College of Human Sciences

Taking a stand in the post-truth era

The Department of Information Sciences in the College of Human Sciences hosted their first annual Information Science Guest Lecture delivered by Professor Heidi Julien, chair of the Department of Library and Information studies at the University of Buffalo in New York.

This lecture was organised under the theme, Situating the information professional and researcher in the post truth era. The respondent to the keynote address was former Unisan and current Head of Department of Information Science and Chairperson of the School of Information Technology at the University of Pretoria, Professor Archie Dick.

According to Professor Julien, we are currently living in a world where we are surrounded by misinformation, propaganda and unreliable digital reporting. She said it is important for us to face the fact that all of this is happening in a climate of anti-intellectualism and a refusal to recognise expertise.

She said we are going through an era of declining trust in the media, where most people have greater trust in print than in digital media. She painted a bleak picture when presenting digital data that was collected from Facebook news posts on election stories during the campaigning period in the US, with evidence revealing that engagement with fake news rose very sharply. Her presentation confirmed that the more overly misleading and opinion driven a post was, there more engagement it received.  

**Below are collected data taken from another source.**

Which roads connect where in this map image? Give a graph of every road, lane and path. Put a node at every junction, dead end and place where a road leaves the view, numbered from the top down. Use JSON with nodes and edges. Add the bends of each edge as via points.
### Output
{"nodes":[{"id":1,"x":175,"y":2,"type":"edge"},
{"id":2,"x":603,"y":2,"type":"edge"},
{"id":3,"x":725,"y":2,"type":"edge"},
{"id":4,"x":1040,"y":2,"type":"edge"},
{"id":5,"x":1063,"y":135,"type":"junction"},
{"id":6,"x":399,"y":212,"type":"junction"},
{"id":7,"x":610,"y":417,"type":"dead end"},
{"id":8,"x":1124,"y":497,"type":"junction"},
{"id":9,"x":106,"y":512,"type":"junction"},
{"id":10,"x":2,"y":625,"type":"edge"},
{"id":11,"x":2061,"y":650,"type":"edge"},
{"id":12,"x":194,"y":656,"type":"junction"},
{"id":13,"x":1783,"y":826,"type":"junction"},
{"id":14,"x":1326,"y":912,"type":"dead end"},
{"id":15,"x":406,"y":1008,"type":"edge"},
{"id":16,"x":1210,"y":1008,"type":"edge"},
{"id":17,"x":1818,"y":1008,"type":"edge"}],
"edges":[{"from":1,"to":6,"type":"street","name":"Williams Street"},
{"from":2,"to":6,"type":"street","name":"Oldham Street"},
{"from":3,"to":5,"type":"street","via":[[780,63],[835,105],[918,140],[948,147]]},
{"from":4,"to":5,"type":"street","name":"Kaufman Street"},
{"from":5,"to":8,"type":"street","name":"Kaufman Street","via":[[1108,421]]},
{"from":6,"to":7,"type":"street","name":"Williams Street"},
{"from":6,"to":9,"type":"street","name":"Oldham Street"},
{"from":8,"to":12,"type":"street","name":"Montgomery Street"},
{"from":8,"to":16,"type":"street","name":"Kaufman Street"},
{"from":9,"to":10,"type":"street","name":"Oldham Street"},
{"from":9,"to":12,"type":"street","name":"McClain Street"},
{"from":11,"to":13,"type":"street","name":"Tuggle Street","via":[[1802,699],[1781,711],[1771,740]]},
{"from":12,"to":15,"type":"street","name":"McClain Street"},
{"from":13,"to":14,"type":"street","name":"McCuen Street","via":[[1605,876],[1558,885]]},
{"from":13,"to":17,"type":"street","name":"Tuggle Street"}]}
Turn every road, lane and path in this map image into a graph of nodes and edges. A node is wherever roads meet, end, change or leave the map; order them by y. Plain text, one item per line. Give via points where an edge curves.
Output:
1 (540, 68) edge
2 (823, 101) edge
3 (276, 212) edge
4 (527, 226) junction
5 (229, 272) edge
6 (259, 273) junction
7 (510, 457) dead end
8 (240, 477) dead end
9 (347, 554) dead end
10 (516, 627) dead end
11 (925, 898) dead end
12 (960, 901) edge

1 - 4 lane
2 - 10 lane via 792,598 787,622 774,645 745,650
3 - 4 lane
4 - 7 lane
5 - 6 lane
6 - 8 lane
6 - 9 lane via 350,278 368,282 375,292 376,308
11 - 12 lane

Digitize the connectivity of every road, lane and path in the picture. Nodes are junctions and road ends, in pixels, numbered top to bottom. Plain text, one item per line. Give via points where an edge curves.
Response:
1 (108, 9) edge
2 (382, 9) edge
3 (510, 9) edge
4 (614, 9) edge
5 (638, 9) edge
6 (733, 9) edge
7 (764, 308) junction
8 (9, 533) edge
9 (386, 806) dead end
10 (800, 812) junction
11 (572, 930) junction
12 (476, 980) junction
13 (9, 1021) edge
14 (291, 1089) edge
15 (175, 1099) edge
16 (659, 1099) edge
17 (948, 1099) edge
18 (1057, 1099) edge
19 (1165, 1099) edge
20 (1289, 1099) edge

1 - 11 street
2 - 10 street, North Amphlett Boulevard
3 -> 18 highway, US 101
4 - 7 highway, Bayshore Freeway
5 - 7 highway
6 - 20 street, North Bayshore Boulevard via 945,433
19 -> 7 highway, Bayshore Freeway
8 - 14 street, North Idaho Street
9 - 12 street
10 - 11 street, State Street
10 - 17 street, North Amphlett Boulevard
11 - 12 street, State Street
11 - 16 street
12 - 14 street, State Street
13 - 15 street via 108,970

Professor Julien said that this growth in polarisation of followers posed a great crisis for state governance, because she believes that good governance and democracy functions when accurate information is readily available for the society. She highlighted that it is again a major crisis for success in academia because students who come to universities, come already with great difficulty of discerning fake information from accurate information, for their decision making.

It is Professor Julien’s opinion that digital illiteracy is a major challenge faced by society today. She said challenges such as people overestimating the level of their digital literacy skills, their disregard for the context of information, habit and convenience on information seeking behaviour, are some of the reasons for the digital illiteracy.

Professor Julien added that there is also the challenge of confirmation bias, where people only embrace information that supports their beliefs and reject contradictory information. She mentioned that there is research that showed people experience a dopamine rush when they consume information that supports their belief, which proved that there is physical response to that effect.

She said in her 20 years of research, she came to learn that digital literacy instruction at college and university level is often poorly resourced, limited, often done unsystematically and often badly implemented, all of which renders it ineffective. She suggested that experts should assert their expertise and train information professionals on how to teach digital literacy skills at the level of their profession; and she said this training will have to include; basic digital literacy concepts, needs assessments, instructional strategies, learning theory, instructional design, gamification, differentiated instruction, programme planning, implementation, assessment and evaluation; as a programme.